TASK INSTRUCTIONS: Your task is to repeat the entries underneath exactly, minus the pictures.

Dataset entries
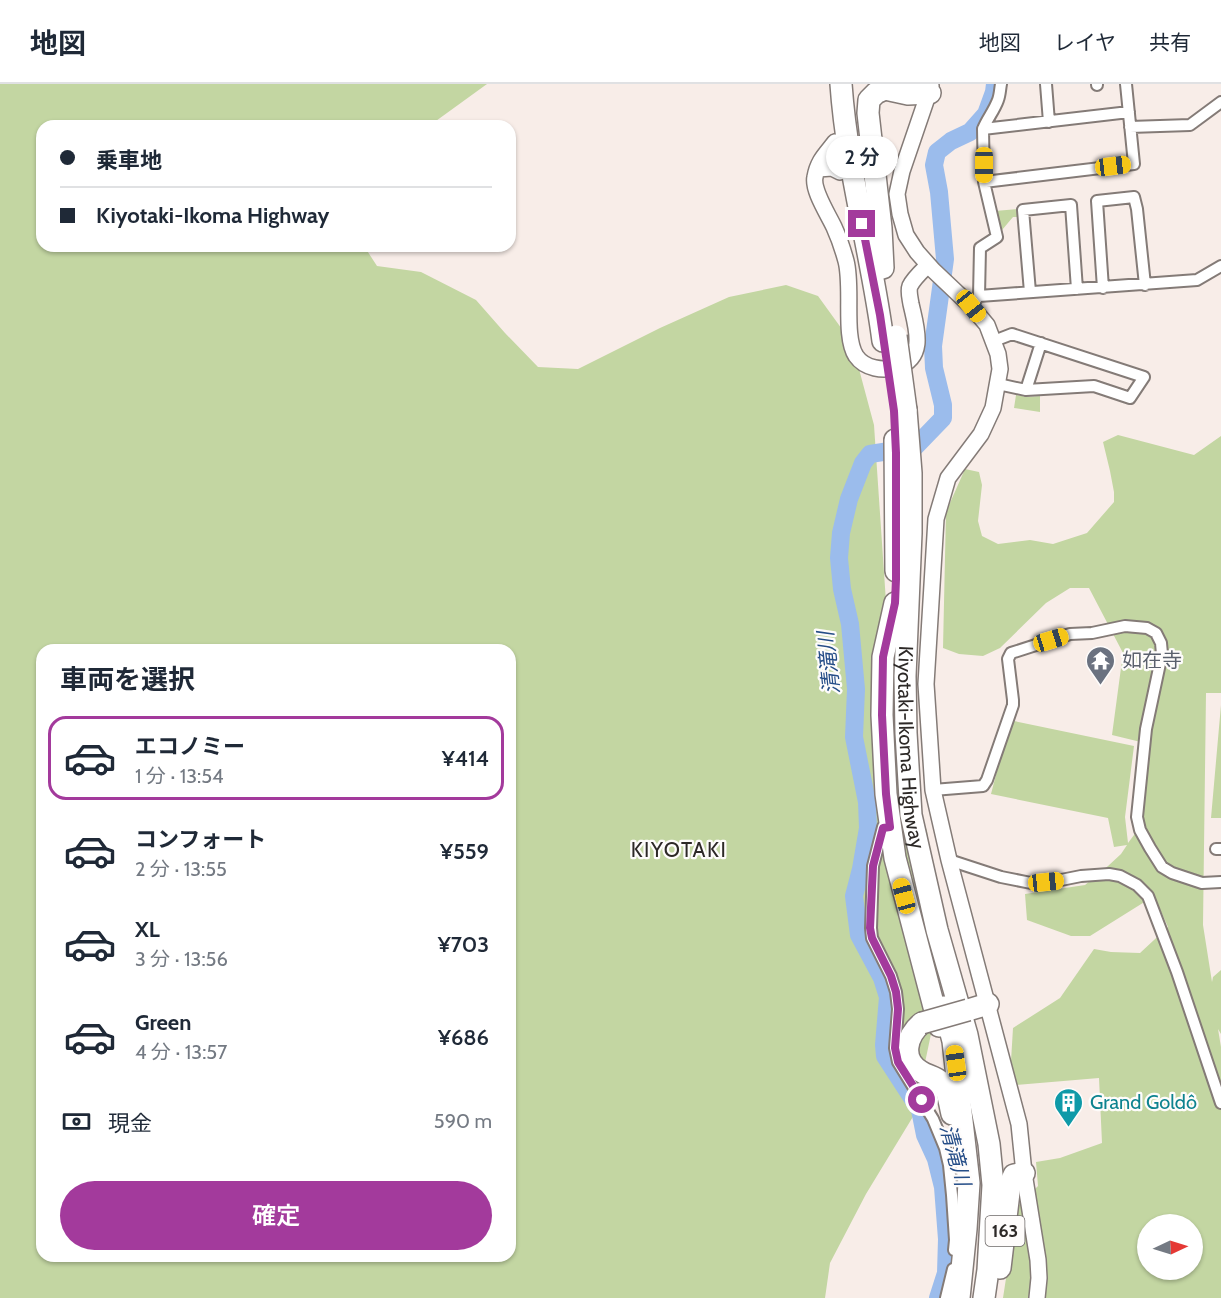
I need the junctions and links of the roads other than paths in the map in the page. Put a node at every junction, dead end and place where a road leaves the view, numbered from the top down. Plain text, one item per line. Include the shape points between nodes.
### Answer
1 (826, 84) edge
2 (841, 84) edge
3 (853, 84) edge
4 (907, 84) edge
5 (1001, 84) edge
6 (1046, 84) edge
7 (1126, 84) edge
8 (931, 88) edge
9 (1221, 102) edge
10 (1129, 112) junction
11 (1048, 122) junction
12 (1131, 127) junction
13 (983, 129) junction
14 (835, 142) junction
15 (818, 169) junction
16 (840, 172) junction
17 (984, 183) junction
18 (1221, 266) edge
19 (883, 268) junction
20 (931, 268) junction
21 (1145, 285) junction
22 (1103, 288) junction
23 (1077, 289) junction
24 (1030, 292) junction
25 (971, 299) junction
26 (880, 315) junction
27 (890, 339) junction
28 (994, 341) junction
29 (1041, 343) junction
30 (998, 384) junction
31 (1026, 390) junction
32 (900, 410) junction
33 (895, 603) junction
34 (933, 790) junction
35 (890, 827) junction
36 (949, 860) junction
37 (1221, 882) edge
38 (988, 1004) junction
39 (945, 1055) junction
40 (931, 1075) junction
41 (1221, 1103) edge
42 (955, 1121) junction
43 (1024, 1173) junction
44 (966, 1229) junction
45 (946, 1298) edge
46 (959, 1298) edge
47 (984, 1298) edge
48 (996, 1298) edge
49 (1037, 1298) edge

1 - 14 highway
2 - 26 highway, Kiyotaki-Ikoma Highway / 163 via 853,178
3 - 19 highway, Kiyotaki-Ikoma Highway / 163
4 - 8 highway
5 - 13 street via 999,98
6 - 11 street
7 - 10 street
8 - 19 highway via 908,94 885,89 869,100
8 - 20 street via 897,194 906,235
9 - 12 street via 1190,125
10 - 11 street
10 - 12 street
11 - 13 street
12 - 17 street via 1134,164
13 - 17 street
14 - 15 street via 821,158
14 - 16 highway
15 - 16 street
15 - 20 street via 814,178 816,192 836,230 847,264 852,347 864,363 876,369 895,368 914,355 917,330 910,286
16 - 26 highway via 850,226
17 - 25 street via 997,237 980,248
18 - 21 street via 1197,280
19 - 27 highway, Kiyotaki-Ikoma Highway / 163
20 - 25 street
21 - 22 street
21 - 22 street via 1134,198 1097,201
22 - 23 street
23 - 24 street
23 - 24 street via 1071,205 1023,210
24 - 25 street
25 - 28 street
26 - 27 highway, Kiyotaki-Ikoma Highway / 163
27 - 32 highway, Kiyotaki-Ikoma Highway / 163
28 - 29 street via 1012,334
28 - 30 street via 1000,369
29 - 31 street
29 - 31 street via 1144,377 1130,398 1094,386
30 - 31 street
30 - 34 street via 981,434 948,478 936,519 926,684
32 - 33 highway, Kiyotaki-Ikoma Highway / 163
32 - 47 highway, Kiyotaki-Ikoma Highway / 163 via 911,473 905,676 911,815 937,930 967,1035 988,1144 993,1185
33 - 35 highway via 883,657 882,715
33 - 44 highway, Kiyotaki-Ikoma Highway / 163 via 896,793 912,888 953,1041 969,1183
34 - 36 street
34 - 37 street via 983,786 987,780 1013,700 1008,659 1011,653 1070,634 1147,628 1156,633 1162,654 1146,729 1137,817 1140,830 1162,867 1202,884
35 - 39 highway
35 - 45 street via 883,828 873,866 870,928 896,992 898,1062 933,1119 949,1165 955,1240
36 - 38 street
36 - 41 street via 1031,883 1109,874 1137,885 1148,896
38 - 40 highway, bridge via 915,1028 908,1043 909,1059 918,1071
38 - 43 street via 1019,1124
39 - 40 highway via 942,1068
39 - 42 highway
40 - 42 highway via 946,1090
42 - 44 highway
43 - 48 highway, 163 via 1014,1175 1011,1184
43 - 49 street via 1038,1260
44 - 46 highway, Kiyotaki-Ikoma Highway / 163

RESPONSE TO THE EXERCISE:
I need the junctions and links of the roads other than paths in the map in the page. Put a node at every junction, dead end and place where a road leaves the view, numbered from the top down. Plain text, one item per line. Include the shape points between nodes.
### Answer
1 (826, 84) edge
2 (841, 84) edge
3 (853, 84) edge
4 (907, 84) edge
5 (1001, 84) edge
6 (1046, 84) edge
7 (1126, 84) edge
8 (931, 88) edge
9 (1221, 102) edge
10 (1129, 112) junction
11 (1048, 122) junction
12 (1131, 127) junction
13 (983, 129) junction
14 (835, 142) junction
15 (818, 169) junction
16 (840, 172) junction
17 (984, 183) junction
18 (1221, 266) edge
19 (883, 268) junction
20 (931, 268) junction
21 (1145, 285) junction
22 (1103, 288) junction
23 (1077, 289) junction
24 (1030, 292) junction
25 (971, 299) junction
26 (880, 315) junction
27 (890, 339) junction
28 (994, 341) junction
29 (1041, 343) junction
30 (998, 384) junction
31 (1026, 390) junction
32 (900, 410) junction
33 (895, 603) junction
34 (933, 790) junction
35 (890, 827) junction
36 (949, 860) junction
37 (1221, 882) edge
38 (988, 1004) junction
39 (945, 1055) junction
40 (931, 1075) junction
41 (1221, 1103) edge
42 (955, 1121) junction
43 (1024, 1173) junction
44 (966, 1229) junction
45 (946, 1298) edge
46 (959, 1298) edge
47 (984, 1298) edge
48 (996, 1298) edge
49 (1037, 1298) edge

1 - 14 highway
2 - 26 highway, Kiyotaki-Ikoma Highway / 163 via 853,178
3 - 19 highway, Kiyotaki-Ikoma Highway / 163
4 - 8 highway
5 - 13 street via 999,98
6 - 11 street
7 - 10 street
8 - 19 highway via 908,94 885,89 869,100
8 - 20 street via 897,194 906,235
9 - 12 street via 1190,125
10 - 11 street
10 - 12 street
11 - 13 street
12 - 17 street via 1134,164
13 - 17 street
14 - 15 street via 821,158
14 - 16 highway
15 - 16 street
15 - 20 street via 814,178 816,192 836,230 847,264 852,347 864,363 876,369 895,368 914,355 917,330 910,286
16 - 26 highway via 850,226
17 - 25 street via 997,237 980,248
18 - 21 street via 1197,280
19 - 27 highway, Kiyotaki-Ikoma Highway / 163
20 - 25 street
21 - 22 street
21 - 22 street via 1134,198 1097,201
22 - 23 street
23 - 24 street
23 - 24 street via 1071,205 1023,210
24 - 25 street
25 - 28 street
26 - 27 highway, Kiyotaki-Ikoma Highway / 163
27 - 32 highway, Kiyotaki-Ikoma Highway / 163
28 - 29 street via 1012,334
28 - 30 street via 1000,369
29 - 31 street
29 - 31 street via 1144,377 1130,398 1094,386
30 - 31 street
30 - 34 street via 981,434 948,478 936,519 926,684
32 - 33 highway, Kiyotaki-Ikoma Highway / 163
32 - 47 highway, Kiyotaki-Ikoma Highway / 163 via 911,473 905,676 911,815 937,930 967,1035 988,1144 993,1185
33 - 35 highway via 883,657 882,715
33 - 44 highway, Kiyotaki-Ikoma Highway / 163 via 896,793 912,888 953,1041 969,1183
34 - 36 street
34 - 37 street via 983,786 987,780 1013,700 1008,659 1011,653 1070,634 1147,628 1156,633 1162,654 1146,729 1137,817 1140,830 1162,867 1202,884
35 - 39 highway
35 - 45 street via 883,828 873,866 870,928 896,992 898,1062 933,1119 949,1165 955,1240
36 - 38 street
36 - 41 street via 1031,883 1109,874 1137,885 1148,896
38 - 40 highway, bridge via 915,1028 908,1043 909,1059 918,1071
38 - 43 street via 1019,1124
39 - 40 highway via 942,1068
39 - 42 highway
40 - 42 highway via 946,1090
42 - 44 highway
43 - 48 highway, 163 via 1014,1175 1011,1184
43 - 49 street via 1038,1260
44 - 46 highway, Kiyotaki-Ikoma Highway / 163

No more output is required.